Bunların dışında sadaka almaları haram olan, Peygamberimizin amcası Hz. Abbas ile amcaoğulları Hz. Akîl ve Hz. Câ’fer ile bunların ev halkı da Ehl-i Beyt’e dâhildir.
Allah’ın ve Peygamberimizin sevdiği Ehl-i Beyt’i sevmek ve saymak kuşkusuz dinsel duyarlılığın, Allah, Peygamber sevgisinin ve gerçek îmanın bir gereğidir.
Ancak! Aralarında ayrım yapmadan Allah’ın ve Peygamberimizin sevdiği diğer sahabeleri sevmek ve saymak da, dinsel duyarlılığın, Allah, Peygamber sevgisinin ve gerçek îmanın gereğidir.İşte Allah katında geçerli olan tek yol budur. Bunun dışındaki yollar tehlikeli
ve sakıncalıdır. Örneğin, ben sadece Hz. Muhammed’i severim diye diğer peygamberleri dışlayan ve aşağılayıp hakaret eden kimse, gerçekte Hz. Muhammed’i sevse bile îmandan yoksun olduğu gibi, Ben sadece Âl-i Aba denilen Ehl-i Beyt’i severim diye diğer sahabeleri dışlayan ve hakaret eden kimse de, gerçekten Ehl-i Beyt’i sevse bile îmanı tehlikeli olmaz mı?
Yüce Allah buyuruyor: (İslâm’a girmede ve hizmette) öne geçen ilk muhacirler ve ensar ile onlara güzellikle tabi olanlar (tabiin ve diğerleri) var ya, Allah onlardan
razı oldu, onlar da Allah’tan razı oldular. Allah onlara alt tarafından
ırmaklar akan ve içinde sürekli kalacakları cennetler hazırladı.
İşte bu en büyük kurtuluş (ve mutluluk) tur. (Tevbe – 100)
Özellikle bu âyeti-i kerimede, Yüce Allah’ın kendilerinden razı olduğunu bildirdiği ve cennetle müjdelediği Hz. Ebû Bekir, Hz Ömer, Hz. Osman, Hz. Talhâ ve Hz. Zübeyr gibi seçkin sahabelere ve bütün müslümanların
annesi olan Hz. Âişe gibi Peygamberimizin çok sevdiği ve kucağında can verdiği muhtereme zevcesine hakaret edenler bu âyet-i okumuyorlar mı?
Peygamberimiz (s.a.v.) buyuruyor:
Ebû Bekir cennette, Ömer cennette, Osman cennette, Ali cennette, Talha cennette, Zübeyr cennette, Abdurrahman bin Av! cennette, Sa’d bin Ebî Vakkas cennette, Saîd bin Zeyd cennette ve Ebû Ubeyde bin Cerrah cennette (cennetlik) dir. (Tirmizî – Ahmed İbniHanbel)
İslâm’a ilk koşanlar, Hz.

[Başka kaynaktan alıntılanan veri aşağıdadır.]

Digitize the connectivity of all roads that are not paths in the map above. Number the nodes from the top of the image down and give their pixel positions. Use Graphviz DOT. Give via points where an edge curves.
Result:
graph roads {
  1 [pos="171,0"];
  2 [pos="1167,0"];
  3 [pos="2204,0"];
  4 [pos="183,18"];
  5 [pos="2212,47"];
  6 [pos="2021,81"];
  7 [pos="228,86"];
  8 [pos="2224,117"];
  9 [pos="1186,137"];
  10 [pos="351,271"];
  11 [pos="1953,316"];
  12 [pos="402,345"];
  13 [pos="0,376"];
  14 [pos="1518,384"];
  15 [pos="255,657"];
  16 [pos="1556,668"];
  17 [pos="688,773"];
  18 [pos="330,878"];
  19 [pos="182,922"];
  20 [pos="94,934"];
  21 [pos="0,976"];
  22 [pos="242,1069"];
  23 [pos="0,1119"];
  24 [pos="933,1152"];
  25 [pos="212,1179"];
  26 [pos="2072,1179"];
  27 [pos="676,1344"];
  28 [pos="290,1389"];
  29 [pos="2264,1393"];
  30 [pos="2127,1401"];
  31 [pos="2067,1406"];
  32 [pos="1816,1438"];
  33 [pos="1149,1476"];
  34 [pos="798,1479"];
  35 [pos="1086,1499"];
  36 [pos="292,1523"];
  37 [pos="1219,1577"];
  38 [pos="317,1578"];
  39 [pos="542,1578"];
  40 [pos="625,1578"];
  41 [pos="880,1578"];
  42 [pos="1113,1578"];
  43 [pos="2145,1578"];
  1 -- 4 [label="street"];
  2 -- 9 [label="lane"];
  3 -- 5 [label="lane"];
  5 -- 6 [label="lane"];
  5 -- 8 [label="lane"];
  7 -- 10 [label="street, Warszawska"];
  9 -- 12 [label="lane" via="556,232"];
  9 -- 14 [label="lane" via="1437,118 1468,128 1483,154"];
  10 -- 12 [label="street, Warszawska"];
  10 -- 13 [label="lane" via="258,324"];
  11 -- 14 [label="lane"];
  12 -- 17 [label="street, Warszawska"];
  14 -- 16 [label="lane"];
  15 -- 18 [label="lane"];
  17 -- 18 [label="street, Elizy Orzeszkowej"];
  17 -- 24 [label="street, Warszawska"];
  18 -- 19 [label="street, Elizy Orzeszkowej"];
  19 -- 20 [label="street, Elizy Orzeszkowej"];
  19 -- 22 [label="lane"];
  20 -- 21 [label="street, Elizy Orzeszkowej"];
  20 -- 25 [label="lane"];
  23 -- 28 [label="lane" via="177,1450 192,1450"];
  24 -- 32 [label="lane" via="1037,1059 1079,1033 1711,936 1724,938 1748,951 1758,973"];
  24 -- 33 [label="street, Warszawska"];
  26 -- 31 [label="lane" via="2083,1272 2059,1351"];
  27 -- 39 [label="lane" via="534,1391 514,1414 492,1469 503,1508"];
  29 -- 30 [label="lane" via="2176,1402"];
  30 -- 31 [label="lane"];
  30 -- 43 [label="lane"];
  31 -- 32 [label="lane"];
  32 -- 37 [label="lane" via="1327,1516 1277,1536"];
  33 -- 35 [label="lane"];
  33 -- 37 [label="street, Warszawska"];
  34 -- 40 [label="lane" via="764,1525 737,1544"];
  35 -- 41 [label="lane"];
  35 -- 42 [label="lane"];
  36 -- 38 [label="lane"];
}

Muhammed’e destek olanlar, müşriklerin zulüm ve zorbalıklarına sabredenler, din için vatanlarını terk edip hicret edenler ve canlarıyla, mallarıyla Allah yolunda cihad eden sahabelere dil uzatanlar,
Allah için din için kendileri ne yaptılar ki!
Peygamberimiz (s.a.v.) buyuruyor.
Ashabımı bana bırakın (aralarındaki olaylara karışmayın)! Canım
kudret elinde olan Allah’a yemin ederim ki, sizler Uhud Dağı kadar
altın infak etseniz (milyonlarca ton altını Allah yolunda harcama yapsanız), onların derecesine ulaşamazsınız. (Ahmed İbni Hanbel)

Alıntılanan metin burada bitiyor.